WORK ITEM:
Retype the entries below exactly, and keep every picture out of your version.

RECORDS SHOWN:
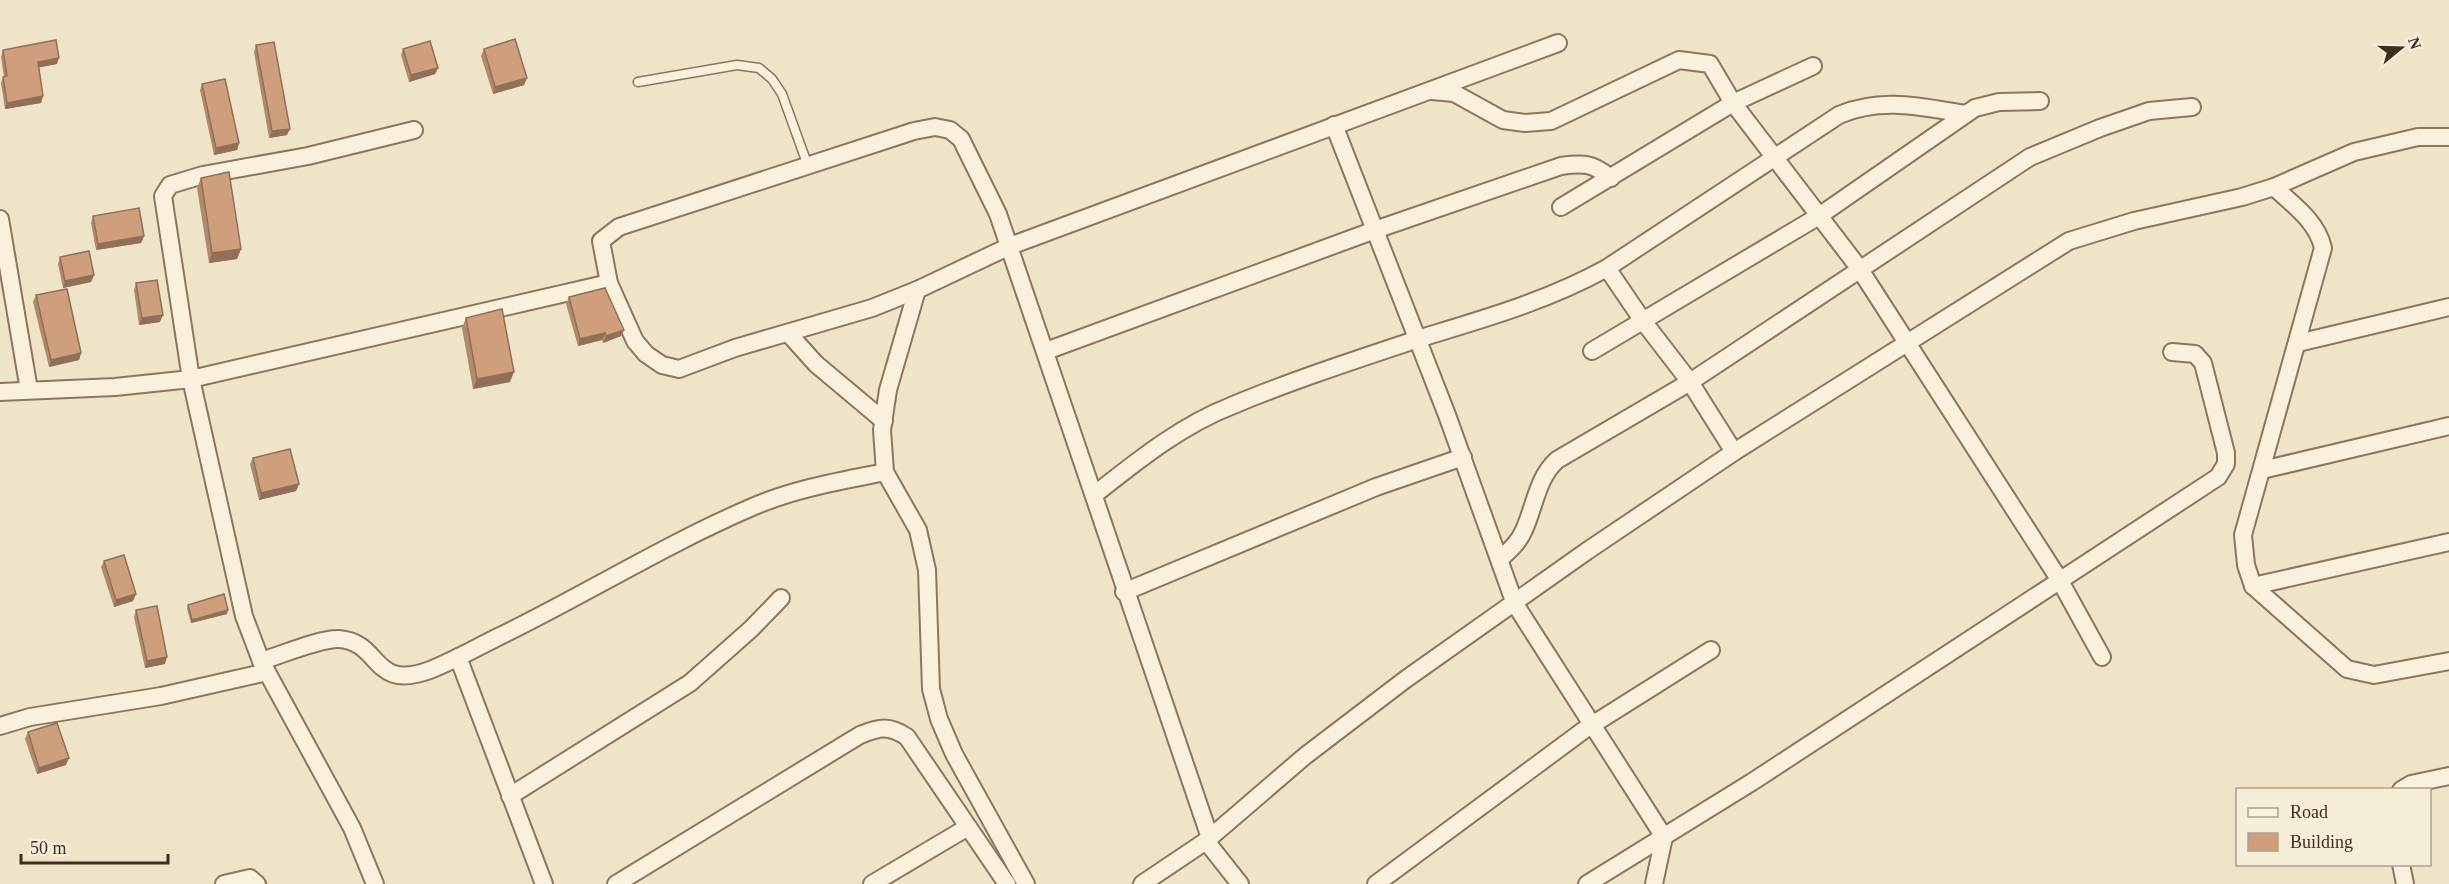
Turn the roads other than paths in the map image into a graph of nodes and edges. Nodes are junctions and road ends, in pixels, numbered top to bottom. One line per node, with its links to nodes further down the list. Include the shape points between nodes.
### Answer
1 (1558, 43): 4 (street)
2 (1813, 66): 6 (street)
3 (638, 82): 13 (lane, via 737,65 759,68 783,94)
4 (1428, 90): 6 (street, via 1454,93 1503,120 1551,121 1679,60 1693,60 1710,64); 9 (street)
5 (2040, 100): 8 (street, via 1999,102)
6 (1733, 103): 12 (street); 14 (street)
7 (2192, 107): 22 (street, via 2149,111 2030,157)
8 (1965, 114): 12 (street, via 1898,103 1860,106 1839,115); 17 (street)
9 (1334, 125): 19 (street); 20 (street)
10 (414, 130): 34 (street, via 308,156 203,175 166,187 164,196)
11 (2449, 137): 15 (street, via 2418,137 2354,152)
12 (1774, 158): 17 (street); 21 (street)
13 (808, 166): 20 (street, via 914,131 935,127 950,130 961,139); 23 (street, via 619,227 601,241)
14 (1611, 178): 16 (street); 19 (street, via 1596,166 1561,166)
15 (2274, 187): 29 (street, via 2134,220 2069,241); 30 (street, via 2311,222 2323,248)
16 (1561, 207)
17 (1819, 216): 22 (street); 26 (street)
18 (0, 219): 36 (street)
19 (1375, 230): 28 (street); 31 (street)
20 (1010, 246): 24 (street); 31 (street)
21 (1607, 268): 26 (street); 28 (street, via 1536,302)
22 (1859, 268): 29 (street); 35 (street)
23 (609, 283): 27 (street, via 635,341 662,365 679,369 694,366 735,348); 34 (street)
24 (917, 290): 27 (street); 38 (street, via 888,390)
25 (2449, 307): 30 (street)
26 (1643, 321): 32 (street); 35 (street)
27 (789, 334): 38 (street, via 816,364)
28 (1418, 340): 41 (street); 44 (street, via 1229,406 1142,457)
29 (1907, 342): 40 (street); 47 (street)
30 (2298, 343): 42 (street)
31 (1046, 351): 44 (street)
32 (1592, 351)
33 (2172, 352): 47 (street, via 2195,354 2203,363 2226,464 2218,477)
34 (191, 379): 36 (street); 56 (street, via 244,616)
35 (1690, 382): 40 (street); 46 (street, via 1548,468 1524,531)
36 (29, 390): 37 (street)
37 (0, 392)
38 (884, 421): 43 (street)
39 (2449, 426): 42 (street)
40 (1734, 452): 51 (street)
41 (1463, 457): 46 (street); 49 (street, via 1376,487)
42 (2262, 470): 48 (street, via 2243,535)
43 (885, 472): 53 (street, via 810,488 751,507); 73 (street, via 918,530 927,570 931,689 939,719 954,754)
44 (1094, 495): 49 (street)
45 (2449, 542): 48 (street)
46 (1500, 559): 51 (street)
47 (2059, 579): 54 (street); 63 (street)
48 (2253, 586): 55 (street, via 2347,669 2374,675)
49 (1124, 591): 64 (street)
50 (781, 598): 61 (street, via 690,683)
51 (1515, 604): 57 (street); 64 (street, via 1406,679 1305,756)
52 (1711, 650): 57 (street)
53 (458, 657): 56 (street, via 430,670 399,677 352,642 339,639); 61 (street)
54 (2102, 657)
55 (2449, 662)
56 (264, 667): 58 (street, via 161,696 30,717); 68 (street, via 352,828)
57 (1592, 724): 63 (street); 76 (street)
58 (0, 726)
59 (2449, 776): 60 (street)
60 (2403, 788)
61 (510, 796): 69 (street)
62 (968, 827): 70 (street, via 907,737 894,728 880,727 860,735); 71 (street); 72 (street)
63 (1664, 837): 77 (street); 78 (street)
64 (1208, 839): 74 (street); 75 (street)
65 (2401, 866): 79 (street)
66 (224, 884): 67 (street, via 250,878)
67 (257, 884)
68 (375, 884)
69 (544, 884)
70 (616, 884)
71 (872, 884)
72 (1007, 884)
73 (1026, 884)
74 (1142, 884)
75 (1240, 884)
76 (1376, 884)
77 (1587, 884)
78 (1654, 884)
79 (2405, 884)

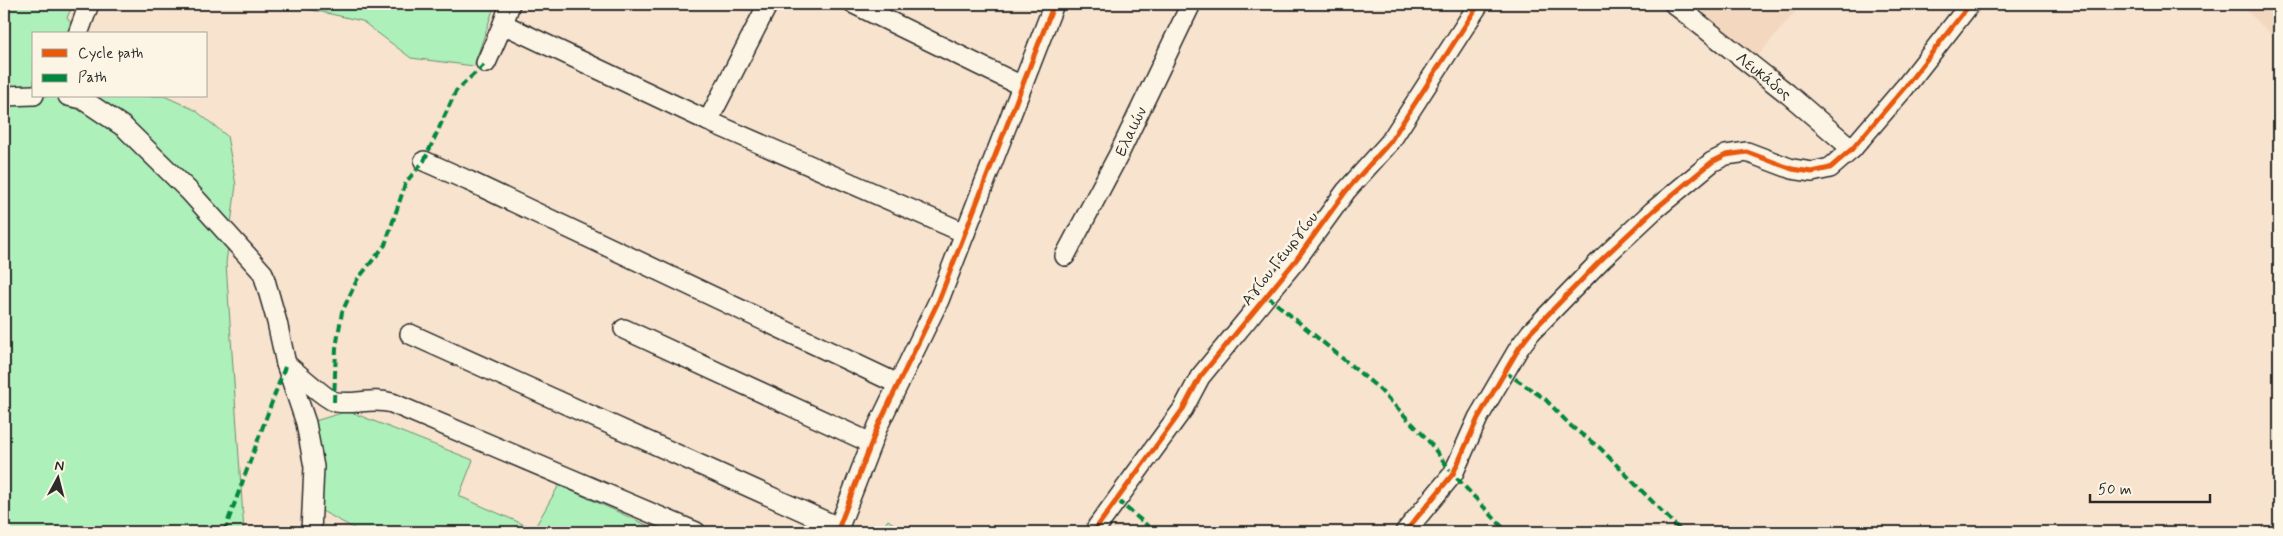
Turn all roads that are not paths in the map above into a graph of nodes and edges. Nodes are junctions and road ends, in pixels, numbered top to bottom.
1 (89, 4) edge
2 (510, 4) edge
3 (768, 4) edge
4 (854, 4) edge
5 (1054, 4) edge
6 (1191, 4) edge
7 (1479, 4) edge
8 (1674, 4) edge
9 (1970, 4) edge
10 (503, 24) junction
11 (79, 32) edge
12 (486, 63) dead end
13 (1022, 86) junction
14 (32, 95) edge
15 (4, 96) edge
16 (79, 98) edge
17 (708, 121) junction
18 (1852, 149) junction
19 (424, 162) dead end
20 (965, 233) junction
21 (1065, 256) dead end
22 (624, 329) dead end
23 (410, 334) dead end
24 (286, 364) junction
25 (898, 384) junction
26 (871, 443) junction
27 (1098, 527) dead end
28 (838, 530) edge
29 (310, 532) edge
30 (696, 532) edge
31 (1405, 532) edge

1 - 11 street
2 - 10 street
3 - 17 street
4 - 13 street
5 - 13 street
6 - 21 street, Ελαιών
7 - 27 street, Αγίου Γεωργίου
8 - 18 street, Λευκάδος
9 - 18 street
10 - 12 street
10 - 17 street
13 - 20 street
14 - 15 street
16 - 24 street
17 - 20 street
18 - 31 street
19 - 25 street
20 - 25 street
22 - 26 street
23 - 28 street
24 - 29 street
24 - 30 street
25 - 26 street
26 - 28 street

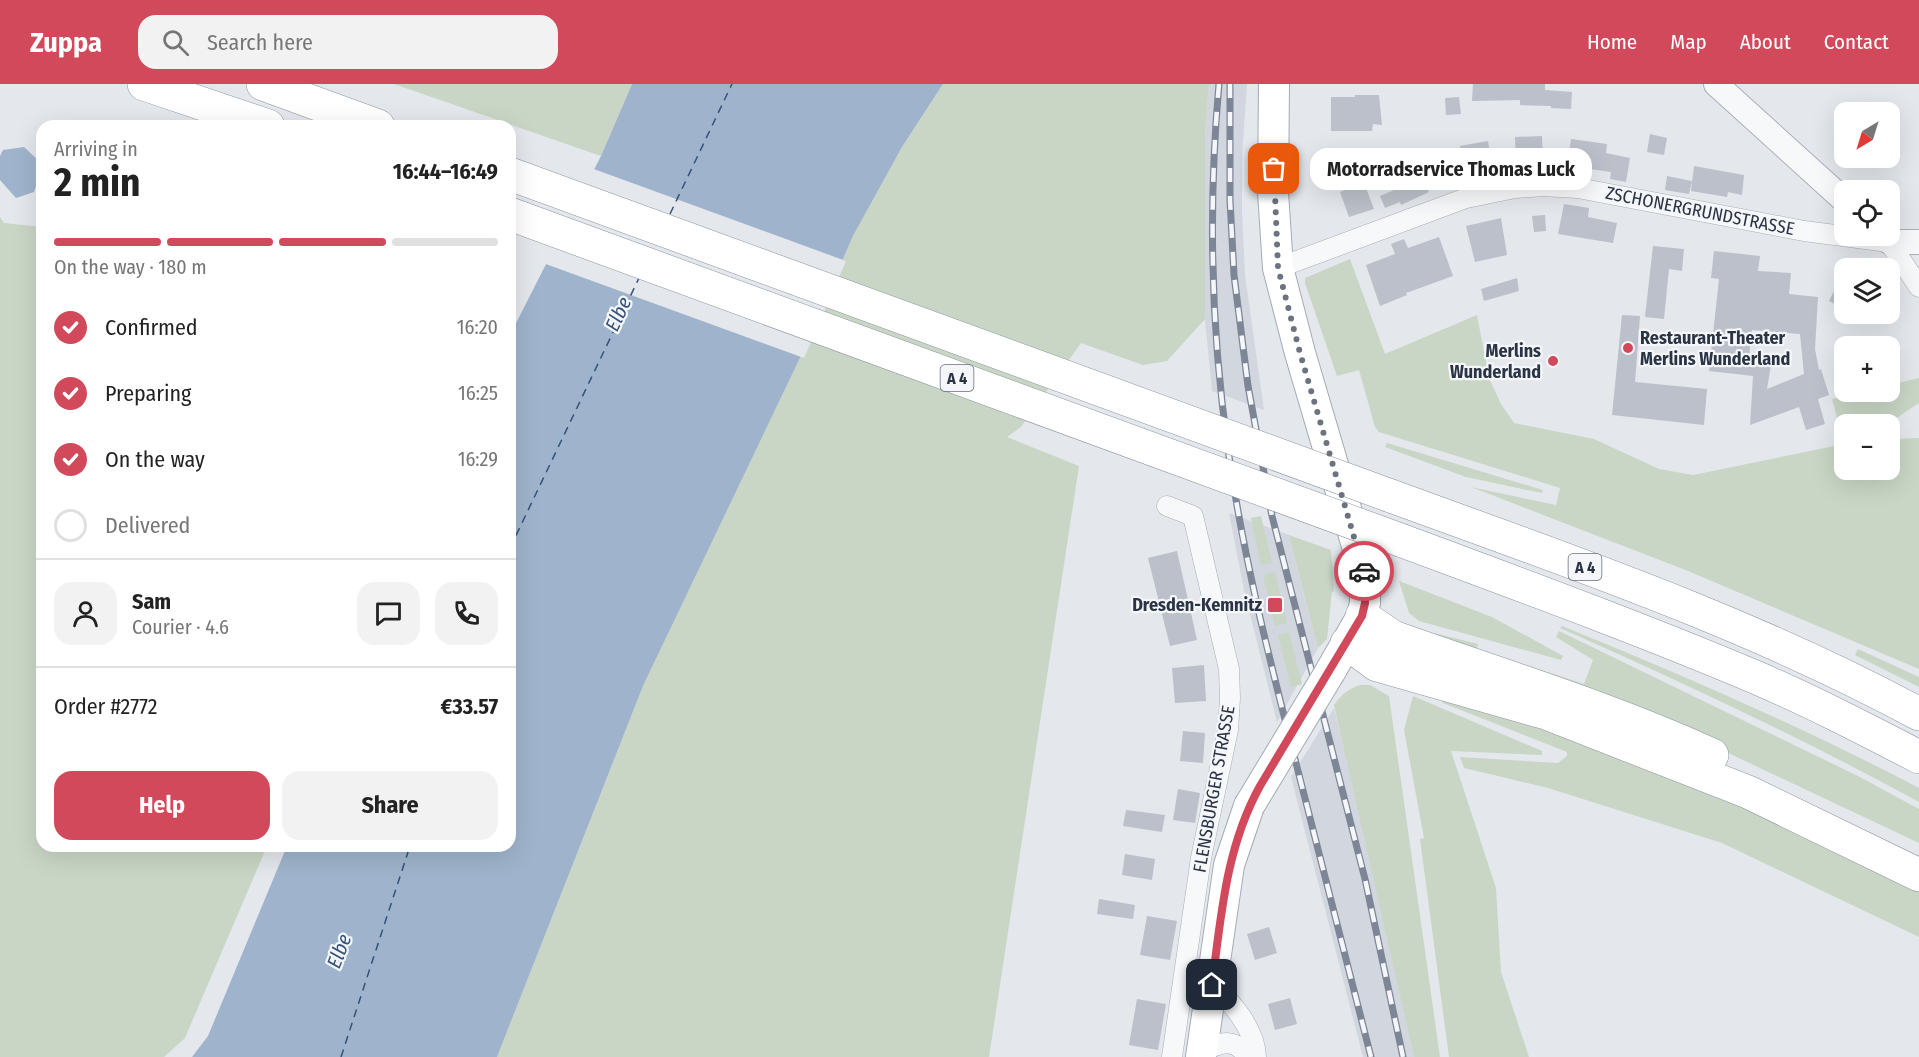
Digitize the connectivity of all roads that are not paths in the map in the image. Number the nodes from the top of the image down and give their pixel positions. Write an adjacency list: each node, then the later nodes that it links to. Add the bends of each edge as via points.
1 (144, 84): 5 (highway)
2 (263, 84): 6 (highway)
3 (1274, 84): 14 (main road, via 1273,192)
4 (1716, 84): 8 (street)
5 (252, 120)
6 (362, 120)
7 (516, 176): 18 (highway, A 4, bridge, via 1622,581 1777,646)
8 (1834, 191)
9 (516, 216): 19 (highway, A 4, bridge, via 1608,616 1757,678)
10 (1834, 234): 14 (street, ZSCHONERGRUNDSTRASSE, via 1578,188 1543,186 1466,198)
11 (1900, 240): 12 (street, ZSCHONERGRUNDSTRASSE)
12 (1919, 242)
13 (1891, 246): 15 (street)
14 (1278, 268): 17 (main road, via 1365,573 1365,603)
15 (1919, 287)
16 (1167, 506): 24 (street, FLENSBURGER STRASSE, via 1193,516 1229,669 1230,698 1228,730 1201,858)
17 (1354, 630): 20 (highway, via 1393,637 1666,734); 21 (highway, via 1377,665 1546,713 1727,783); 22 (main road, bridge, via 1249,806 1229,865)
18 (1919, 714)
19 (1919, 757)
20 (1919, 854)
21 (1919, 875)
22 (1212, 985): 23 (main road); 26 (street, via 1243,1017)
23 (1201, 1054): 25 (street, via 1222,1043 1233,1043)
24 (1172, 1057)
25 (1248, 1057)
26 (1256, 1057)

RESPONSE BOX:
Turn the roads other than paths in the map image into a graph of nodes and edges. Nodes are junctions and road ends, in pixels, numbered top to bottom. One line per node, with its links to nodes further down the list. Include the shape points between nodes.
### Answer
1 (1558, 43): 4 (street)
2 (1813, 66): 6 (street)
3 (638, 82): 13 (lane, via 737,65 759,68 783,94)
4 (1428, 90): 6 (street, via 1454,93 1503,120 1551,121 1679,60 1693,60 1710,64); 9 (street)
5 (2040, 100): 8 (street, via 1999,102)
6 (1733, 103): 12 (street); 14 (street)
7 (2192, 107): 22 (street, via 2149,111 2030,157)
8 (1965, 114): 12 (street, via 1898,103 1860,106 1839,115); 17 (street)
9 (1334, 125): 19 (street); 20 (street)
10 (414, 130): 34 (street, via 308,156 203,175 166,187 164,196)
11 (2449, 137): 15 (street, via 2418,137 2354,152)
12 (1774, 158): 17 (street); 21 (street)
13 (808, 166): 20 (street, via 914,131 935,127 950,130 961,139); 23 (street, via 619,227 601,241)
14 (1611, 178): 16 (street); 19 (street, via 1596,166 1561,166)
15 (2274, 187): 29 (street, via 2134,220 2069,241); 30 (street, via 2311,222 2323,248)
16 (1561, 207)
17 (1819, 216): 22 (street); 26 (street)
18 (0, 219): 36 (street)
19 (1375, 230): 28 (street); 31 (street)
20 (1010, 246): 24 (street); 31 (street)
21 (1607, 268): 26 (street); 28 (street, via 1536,302)
22 (1859, 268): 29 (street); 35 (street)
23 (609, 283): 27 (street, via 635,341 662,365 679,369 694,366 735,348); 34 (street)
24 (917, 290): 27 (street); 38 (street, via 888,390)
25 (2449, 307): 30 (street)
26 (1643, 321): 32 (street); 35 (street)
27 (789, 334): 38 (street, via 816,364)
28 (1418, 340): 41 (street); 44 (street, via 1229,406 1142,457)
29 (1907, 342): 40 (street); 47 (street)
30 (2298, 343): 42 (street)
31 (1046, 351): 44 (street)
32 (1592, 351)
33 (2172, 352): 47 (street, via 2195,354 2203,363 2226,464 2218,477)
34 (191, 379): 36 (street); 56 (street, via 244,616)
35 (1690, 382): 40 (street); 46 (street, via 1548,468 1524,531)
36 (29, 390): 37 (street)
37 (0, 392)
38 (884, 421): 43 (street)
39 (2449, 426): 42 (street)
40 (1734, 452): 51 (street)
41 (1463, 457): 46 (street); 49 (street, via 1376,487)
42 (2262, 470): 48 (street, via 2243,535)
43 (885, 472): 53 (street, via 810,488 751,507); 73 (street, via 918,530 927,570 931,689 939,719 954,754)
44 (1094, 495): 49 (street)
45 (2449, 542): 48 (street)
46 (1500, 559): 51 (street)
47 (2059, 579): 54 (street); 63 (street)
48 (2253, 586): 55 (street, via 2347,669 2374,675)
49 (1124, 591): 64 (street)
50 (781, 598): 61 (street, via 690,683)
51 (1515, 604): 57 (street); 64 (street, via 1406,679 1305,756)
52 (1711, 650): 57 (street)
53 (458, 657): 56 (street, via 430,670 399,677 352,642 339,639); 61 (street)
54 (2102, 657)
55 (2449, 662)
56 (264, 667): 58 (street, via 161,696 30,717); 68 (street, via 352,828)
57 (1592, 724): 63 (street); 76 (street)
58 (0, 726)
59 (2449, 776): 60 (street)
60 (2403, 788)
61 (510, 796): 69 (street)
62 (968, 827): 70 (street, via 907,737 894,728 880,727 860,735); 71 (street); 72 (street)
63 (1664, 837): 77 (street); 78 (street)
64 (1208, 839): 74 (street); 75 (street)
65 (2401, 866): 79 (street)
66 (224, 884): 67 (street, via 250,878)
67 (257, 884)
68 (375, 884)
69 (544, 884)
70 (616, 884)
71 (872, 884)
72 (1007, 884)
73 (1026, 884)
74 (1142, 884)
75 (1240, 884)
76 (1376, 884)
77 (1587, 884)
78 (1654, 884)
79 (2405, 884)

Turn all roads that are not paths in the map above into a graph of nodes and edges. Nodes are junctions and road ends, in pixels, numbered top to bottom.
1 (89, 4) edge
2 (510, 4) edge
3 (768, 4) edge
4 (854, 4) edge
5 (1054, 4) edge
6 (1191, 4) edge
7 (1479, 4) edge
8 (1674, 4) edge
9 (1970, 4) edge
10 (503, 24) junction
11 (79, 32) edge
12 (486, 63) dead end
13 (1022, 86) junction
14 (32, 95) edge
15 (4, 96) edge
16 (79, 98) edge
17 (708, 121) junction
18 (1852, 149) junction
19 (424, 162) dead end
20 (965, 233) junction
21 (1065, 256) dead end
22 (624, 329) dead end
23 (410, 334) dead end
24 (286, 364) junction
25 (898, 384) junction
26 (871, 443) junction
27 (1098, 527) dead end
28 (838, 530) edge
29 (310, 532) edge
30 (696, 532) edge
31 (1405, 532) edge

1 - 11 street
2 - 10 street
3 - 17 street
4 - 13 street
5 - 13 street
6 - 21 street, Ελαιών
7 - 27 street, Αγίου Γεωργίου
8 - 18 street, Λευκάδος
9 - 18 street
10 - 12 street
10 - 17 street
13 - 20 street
14 - 15 street
16 - 24 street
17 - 20 street
18 - 31 street
19 - 25 street
20 - 25 street
22 - 26 street
23 - 28 street
24 - 29 street
24 - 30 street
25 - 26 street
26 - 28 street

Digitize the connectivity of all roads that are not paths in the map in the image. Number the nodes from the top of the image down and give their pixel positions. Write an adjacency list: each node, then the later nodes that it links to. Add the bends of each edge as via points.
1 (144, 84): 5 (highway)
2 (263, 84): 6 (highway)
3 (1274, 84): 14 (main road, via 1273,192)
4 (1716, 84): 8 (street)
5 (252, 120)
6 (362, 120)
7 (516, 176): 18 (highway, A 4, bridge, via 1622,581 1777,646)
8 (1834, 191)
9 (516, 216): 19 (highway, A 4, bridge, via 1608,616 1757,678)
10 (1834, 234): 14 (street, ZSCHONERGRUNDSTRASSE, via 1578,188 1543,186 1466,198)
11 (1900, 240): 12 (street, ZSCHONERGRUNDSTRASSE)
12 (1919, 242)
13 (1891, 246): 15 (street)
14 (1278, 268): 17 (main road, via 1365,573 1365,603)
15 (1919, 287)
16 (1167, 506): 24 (street, FLENSBURGER STRASSE, via 1193,516 1229,669 1230,698 1228,730 1201,858)
17 (1354, 630): 20 (highway, via 1393,637 1666,734); 21 (highway, via 1377,665 1546,713 1727,783); 22 (main road, bridge, via 1249,806 1229,865)
18 (1919, 714)
19 (1919, 757)
20 (1919, 854)
21 (1919, 875)
22 (1212, 985): 23 (main road); 26 (street, via 1243,1017)
23 (1201, 1054): 25 (street, via 1222,1043 1233,1043)
24 (1172, 1057)
25 (1248, 1057)
26 (1256, 1057)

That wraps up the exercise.